START Excerpted data

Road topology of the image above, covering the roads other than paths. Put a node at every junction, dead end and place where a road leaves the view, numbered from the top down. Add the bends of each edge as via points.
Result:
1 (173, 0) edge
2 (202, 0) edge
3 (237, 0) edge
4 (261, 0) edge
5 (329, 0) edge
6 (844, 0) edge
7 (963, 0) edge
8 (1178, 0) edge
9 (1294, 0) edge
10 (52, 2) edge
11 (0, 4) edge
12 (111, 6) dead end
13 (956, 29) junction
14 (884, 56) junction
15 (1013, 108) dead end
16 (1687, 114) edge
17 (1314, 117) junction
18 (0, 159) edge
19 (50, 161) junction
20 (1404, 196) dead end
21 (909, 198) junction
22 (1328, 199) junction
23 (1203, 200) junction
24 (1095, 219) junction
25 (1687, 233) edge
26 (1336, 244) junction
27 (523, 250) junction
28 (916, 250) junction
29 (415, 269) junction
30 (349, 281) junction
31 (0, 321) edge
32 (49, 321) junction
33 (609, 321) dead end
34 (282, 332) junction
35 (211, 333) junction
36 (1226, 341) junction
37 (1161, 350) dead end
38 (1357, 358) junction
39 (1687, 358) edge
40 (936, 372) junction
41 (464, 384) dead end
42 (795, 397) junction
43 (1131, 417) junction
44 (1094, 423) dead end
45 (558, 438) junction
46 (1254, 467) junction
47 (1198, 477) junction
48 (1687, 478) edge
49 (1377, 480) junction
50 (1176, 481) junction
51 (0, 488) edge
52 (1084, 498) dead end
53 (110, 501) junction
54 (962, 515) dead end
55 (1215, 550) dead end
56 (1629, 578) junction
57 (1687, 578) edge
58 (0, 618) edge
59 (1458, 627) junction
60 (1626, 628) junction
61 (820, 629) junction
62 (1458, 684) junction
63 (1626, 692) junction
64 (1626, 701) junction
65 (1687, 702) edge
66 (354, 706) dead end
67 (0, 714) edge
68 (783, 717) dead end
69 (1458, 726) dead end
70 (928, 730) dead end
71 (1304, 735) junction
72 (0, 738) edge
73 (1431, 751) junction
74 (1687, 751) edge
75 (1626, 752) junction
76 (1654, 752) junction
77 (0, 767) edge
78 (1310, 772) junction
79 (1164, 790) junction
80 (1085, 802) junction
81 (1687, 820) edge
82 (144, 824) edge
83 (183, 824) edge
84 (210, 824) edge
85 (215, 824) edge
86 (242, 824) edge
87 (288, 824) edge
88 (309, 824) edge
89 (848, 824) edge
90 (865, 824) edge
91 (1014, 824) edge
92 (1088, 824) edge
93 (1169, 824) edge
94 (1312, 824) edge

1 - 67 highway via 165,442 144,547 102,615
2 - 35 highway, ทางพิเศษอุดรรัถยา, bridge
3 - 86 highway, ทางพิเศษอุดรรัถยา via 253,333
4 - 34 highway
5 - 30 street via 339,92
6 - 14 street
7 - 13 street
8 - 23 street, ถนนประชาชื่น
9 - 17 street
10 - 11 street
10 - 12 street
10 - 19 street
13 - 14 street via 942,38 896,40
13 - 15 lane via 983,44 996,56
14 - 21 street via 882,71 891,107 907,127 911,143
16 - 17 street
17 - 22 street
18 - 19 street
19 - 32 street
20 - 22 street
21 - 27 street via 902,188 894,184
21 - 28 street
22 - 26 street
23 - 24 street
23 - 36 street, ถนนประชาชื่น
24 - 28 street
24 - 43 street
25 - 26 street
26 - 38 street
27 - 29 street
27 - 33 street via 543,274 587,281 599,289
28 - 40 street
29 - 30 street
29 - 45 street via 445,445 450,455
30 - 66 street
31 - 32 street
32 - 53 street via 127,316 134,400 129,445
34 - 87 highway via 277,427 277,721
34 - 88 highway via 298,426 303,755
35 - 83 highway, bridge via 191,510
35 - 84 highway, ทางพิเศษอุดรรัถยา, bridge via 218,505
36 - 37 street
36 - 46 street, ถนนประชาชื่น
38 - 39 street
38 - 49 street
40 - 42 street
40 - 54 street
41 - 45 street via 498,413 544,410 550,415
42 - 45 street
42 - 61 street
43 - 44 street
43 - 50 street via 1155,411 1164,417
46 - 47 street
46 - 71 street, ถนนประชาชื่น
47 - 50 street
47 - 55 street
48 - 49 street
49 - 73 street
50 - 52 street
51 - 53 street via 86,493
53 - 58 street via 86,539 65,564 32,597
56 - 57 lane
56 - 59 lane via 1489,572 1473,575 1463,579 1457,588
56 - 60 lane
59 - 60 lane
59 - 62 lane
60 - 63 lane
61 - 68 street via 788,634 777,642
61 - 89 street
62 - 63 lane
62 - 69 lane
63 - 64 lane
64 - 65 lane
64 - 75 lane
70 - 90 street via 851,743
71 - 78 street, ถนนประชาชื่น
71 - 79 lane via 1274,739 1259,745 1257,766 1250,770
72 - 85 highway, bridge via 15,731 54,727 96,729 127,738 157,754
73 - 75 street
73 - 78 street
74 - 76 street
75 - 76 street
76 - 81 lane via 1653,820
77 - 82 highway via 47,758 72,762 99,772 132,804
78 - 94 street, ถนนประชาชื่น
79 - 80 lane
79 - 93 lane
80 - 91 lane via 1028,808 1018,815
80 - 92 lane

END Excerpted data

A full, exact repeat of the entries above is required.

Road topology of the image above, covering the roads other than paths. Put a node at every junction, dead end and place where a road leaves the view, numbered from the top down. Add the bends of each edge as via points.
Result:
1 (173, 0) edge
2 (202, 0) edge
3 (237, 0) edge
4 (261, 0) edge
5 (329, 0) edge
6 (844, 0) edge
7 (963, 0) edge
8 (1178, 0) edge
9 (1294, 0) edge
10 (52, 2) edge
11 (0, 4) edge
12 (111, 6) dead end
13 (956, 29) junction
14 (884, 56) junction
15 (1013, 108) dead end
16 (1687, 114) edge
17 (1314, 117) junction
18 (0, 159) edge
19 (50, 161) junction
20 (1404, 196) dead end
21 (909, 198) junction
22 (1328, 199) junction
23 (1203, 200) junction
24 (1095, 219) junction
25 (1687, 233) edge
26 (1336, 244) junction
27 (523, 250) junction
28 (916, 250) junction
29 (415, 269) junction
30 (349, 281) junction
31 (0, 321) edge
32 (49, 321) junction
33 (609, 321) dead end
34 (282, 332) junction
35 (211, 333) junction
36 (1226, 341) junction
37 (1161, 350) dead end
38 (1357, 358) junction
39 (1687, 358) edge
40 (936, 372) junction
41 (464, 384) dead end
42 (795, 397) junction
43 (1131, 417) junction
44 (1094, 423) dead end
45 (558, 438) junction
46 (1254, 467) junction
47 (1198, 477) junction
48 (1687, 478) edge
49 (1377, 480) junction
50 (1176, 481) junction
51 (0, 488) edge
52 (1084, 498) dead end
53 (110, 501) junction
54 (962, 515) dead end
55 (1215, 550) dead end
56 (1629, 578) junction
57 (1687, 578) edge
58 (0, 618) edge
59 (1458, 627) junction
60 (1626, 628) junction
61 (820, 629) junction
62 (1458, 684) junction
63 (1626, 692) junction
64 (1626, 701) junction
65 (1687, 702) edge
66 (354, 706) dead end
67 (0, 714) edge
68 (783, 717) dead end
69 (1458, 726) dead end
70 (928, 730) dead end
71 (1304, 735) junction
72 (0, 738) edge
73 (1431, 751) junction
74 (1687, 751) edge
75 (1626, 752) junction
76 (1654, 752) junction
77 (0, 767) edge
78 (1310, 772) junction
79 (1164, 790) junction
80 (1085, 802) junction
81 (1687, 820) edge
82 (144, 824) edge
83 (183, 824) edge
84 (210, 824) edge
85 (215, 824) edge
86 (242, 824) edge
87 (288, 824) edge
88 (309, 824) edge
89 (848, 824) edge
90 (865, 824) edge
91 (1014, 824) edge
92 (1088, 824) edge
93 (1169, 824) edge
94 (1312, 824) edge

1 - 67 highway via 165,442 144,547 102,615
2 - 35 highway, ทางพิเศษอุดรรัถยา, bridge
3 - 86 highway, ทางพิเศษอุดรรัถยา via 253,333
4 - 34 highway
5 - 30 street via 339,92
6 - 14 street
7 - 13 street
8 - 23 street, ถนนประชาชื่น
9 - 17 street
10 - 11 street
10 - 12 street
10 - 19 street
13 - 14 street via 942,38 896,40
13 - 15 lane via 983,44 996,56
14 - 21 street via 882,71 891,107 907,127 911,143
16 - 17 street
17 - 22 street
18 - 19 street
19 - 32 street
20 - 22 street
21 - 27 street via 902,188 894,184
21 - 28 street
22 - 26 street
23 - 24 street
23 - 36 street, ถนนประชาชื่น
24 - 28 street
24 - 43 street
25 - 26 street
26 - 38 street
27 - 29 street
27 - 33 street via 543,274 587,281 599,289
28 - 40 street
29 - 30 street
29 - 45 street via 445,445 450,455
30 - 66 street
31 - 32 street
32 - 53 street via 127,316 134,400 129,445
34 - 87 highway via 277,427 277,721
34 - 88 highway via 298,426 303,755
35 - 83 highway, bridge via 191,510
35 - 84 highway, ทางพิเศษอุดรรัถยา, bridge via 218,505
36 - 37 street
36 - 46 street, ถนนประชาชื่น
38 - 39 street
38 - 49 street
40 - 42 street
40 - 54 street
41 - 45 street via 498,413 544,410 550,415
42 - 45 street
42 - 61 street
43 - 44 street
43 - 50 street via 1155,411 1164,417
46 - 47 street
46 - 71 street, ถนนประชาชื่น
47 - 50 street
47 - 55 street
48 - 49 street
49 - 73 street
50 - 52 street
51 - 53 street via 86,493
53 - 58 street via 86,539 65,564 32,597
56 - 57 lane
56 - 59 lane via 1489,572 1473,575 1463,579 1457,588
56 - 60 lane
59 - 60 lane
59 - 62 lane
60 - 63 lane
61 - 68 street via 788,634 777,642
61 - 89 street
62 - 63 lane
62 - 69 lane
63 - 64 lane
64 - 65 lane
64 - 75 lane
70 - 90 street via 851,743
71 - 78 street, ถนนประชาชื่น
71 - 79 lane via 1274,739 1259,745 1257,766 1250,770
72 - 85 highway, bridge via 15,731 54,727 96,729 127,738 157,754
73 - 75 street
73 - 78 street
74 - 76 street
75 - 76 street
76 - 81 lane via 1653,820
77 - 82 highway via 47,758 72,762 99,772 132,804
78 - 94 street, ถนนประชาชื่น
79 - 80 lane
79 - 93 lane
80 - 91 lane via 1028,808 1018,815
80 - 92 lane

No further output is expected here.